Selina sniffed disdainfully. "You don't know anything about it," she said. "In society you have to call on each other. It's the proper thing to do."

"Pooh! YOU'RE not in society," said Edward, politely; "and, what's more, you never will be."

"Yes, I shall, some day," retorted Selina; "but I shan't ask you to come and see me, so there!"

"Wouldn't come if you did," growled Edward.

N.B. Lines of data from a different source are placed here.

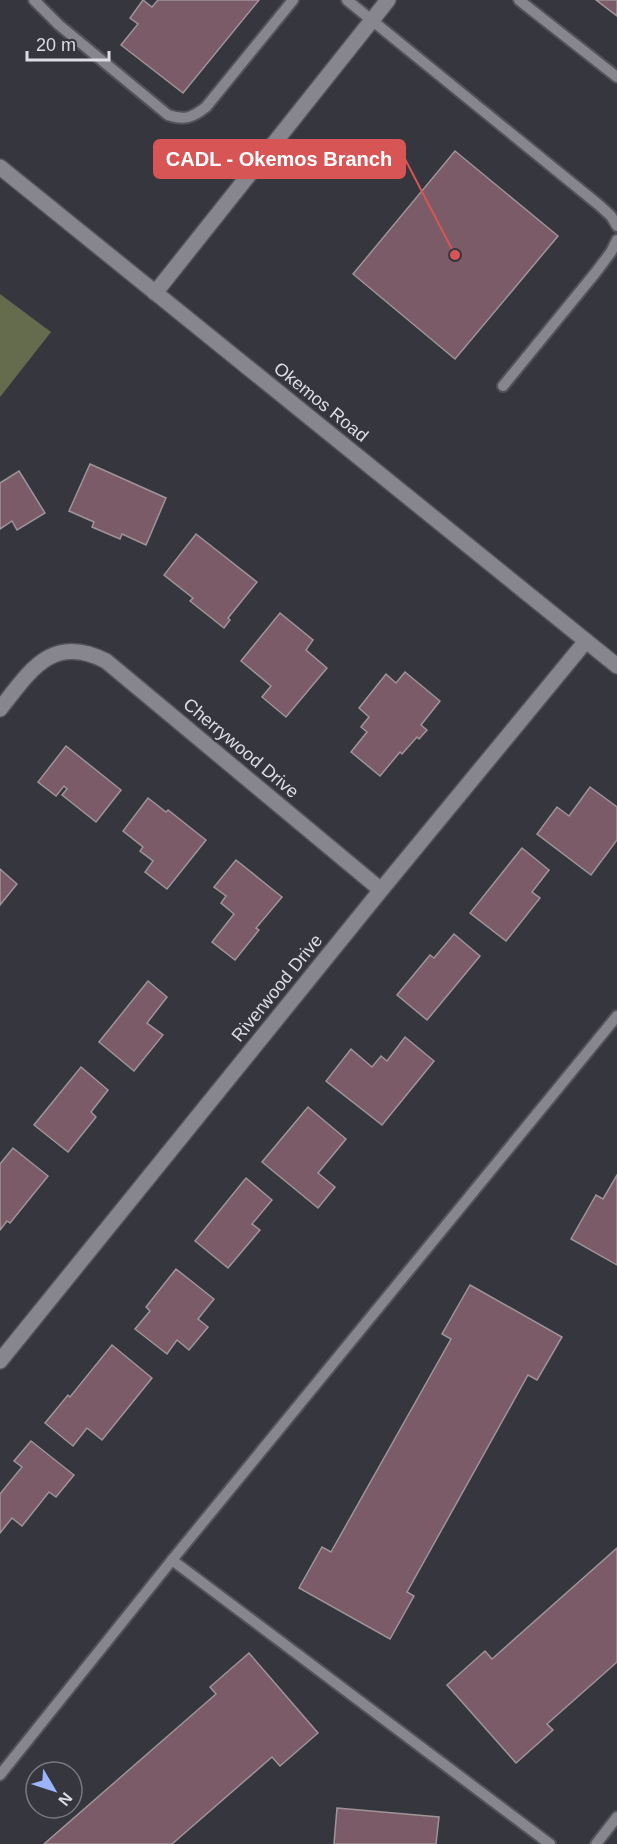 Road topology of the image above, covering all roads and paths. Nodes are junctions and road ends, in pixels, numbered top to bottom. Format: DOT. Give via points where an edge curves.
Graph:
graph roads {
  1 [pos="34,0"];
  2 [pos="292,0"];
  3 [pos="347,0"];
  4 [pos="388,0"];
  5 [pos="519,0"];
  6 [pos="372,21"];
  7 [pos="617,77"];
  8 [pos="0,167"];
  9 [pos="617,226"];
  10 [pos="617,240"];
  11 [pos="155,293"];
  12 [pos="503,386"];
  13 [pos="586,641"];
  14 [pos="617,666"];
  15 [pos="0,709"];
  16 [pos="381,890"];
  17 [pos="617,1016"];
  18 [pos="0,1361"];
  19 [pos="172,1560"];
  20 [pos="0,1774"];
  21 [pos="617,1817"];
  22 [pos="550,1844"];
  23 [pos="596,1844"];
  1 -- 2 [label="lane" via="168,115 179,119 190,118 206,107"];
  3 -- 6 [label="lane"];
  4 -- 6 [label="street"];
  5 -- 7 [label="lane"];
  6 -- 9 [label="lane" via="599,205"];
  6 -- 11 [label="street"];
  8 -- 11 [label="street, Okemos Road"];
  10 -- 12 [label="lane" via="596,272"];
  11 -- 13 [label="street, Okemos Road"];
  13 -- 14 [label="street, Okemos Road"];
  13 -- 16 [label="street, Riverwood Drive"];
  15 -- 16 [label="street, Cherrywood Drive" via="32,669 55,654 91,654 106,661"];
  16 -- 18 [label="street, Riverwood Drive"];
  17 -- 19 [label="lane"];
  19 -- 20 [label="lane"];
  19 -- 22 [label="lane"];
  21 -- 23 [label="lane"];
}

"Well, you won't get the chance," rejoined our sister, claiming her right of the last word. There was no heat about these little amenities, which made up--as we understood it--the art of polite conversation.

"I don 't like society people," put in Harold from the sofa, where he was sprawling at full length,--a sight the daylight hours would have blushed to witness. "There were some of 'em here this afternoon, when you two had gone off to the station. Oh, and I found a dead mouse on the lawn, and I wanted to skin it, but I wasn't sure I knew how, by myself; and they came out into the garden and patted my head,--I wish people wouldn't do that,--and one of 'em asked me to pick her a flower. Don't know why she couldn't pick it herself; but I said, `All right, I will if you'll hold my mouse.' But she screamed, and threw it away; and Augustus (the cat) got it, and ran away with it. I believe it was really his mouse all the time, 'cos he'd been looking about as if he had lost something, so I wasn't angry with HIM; but what did SHE want to throw away my mouse for?"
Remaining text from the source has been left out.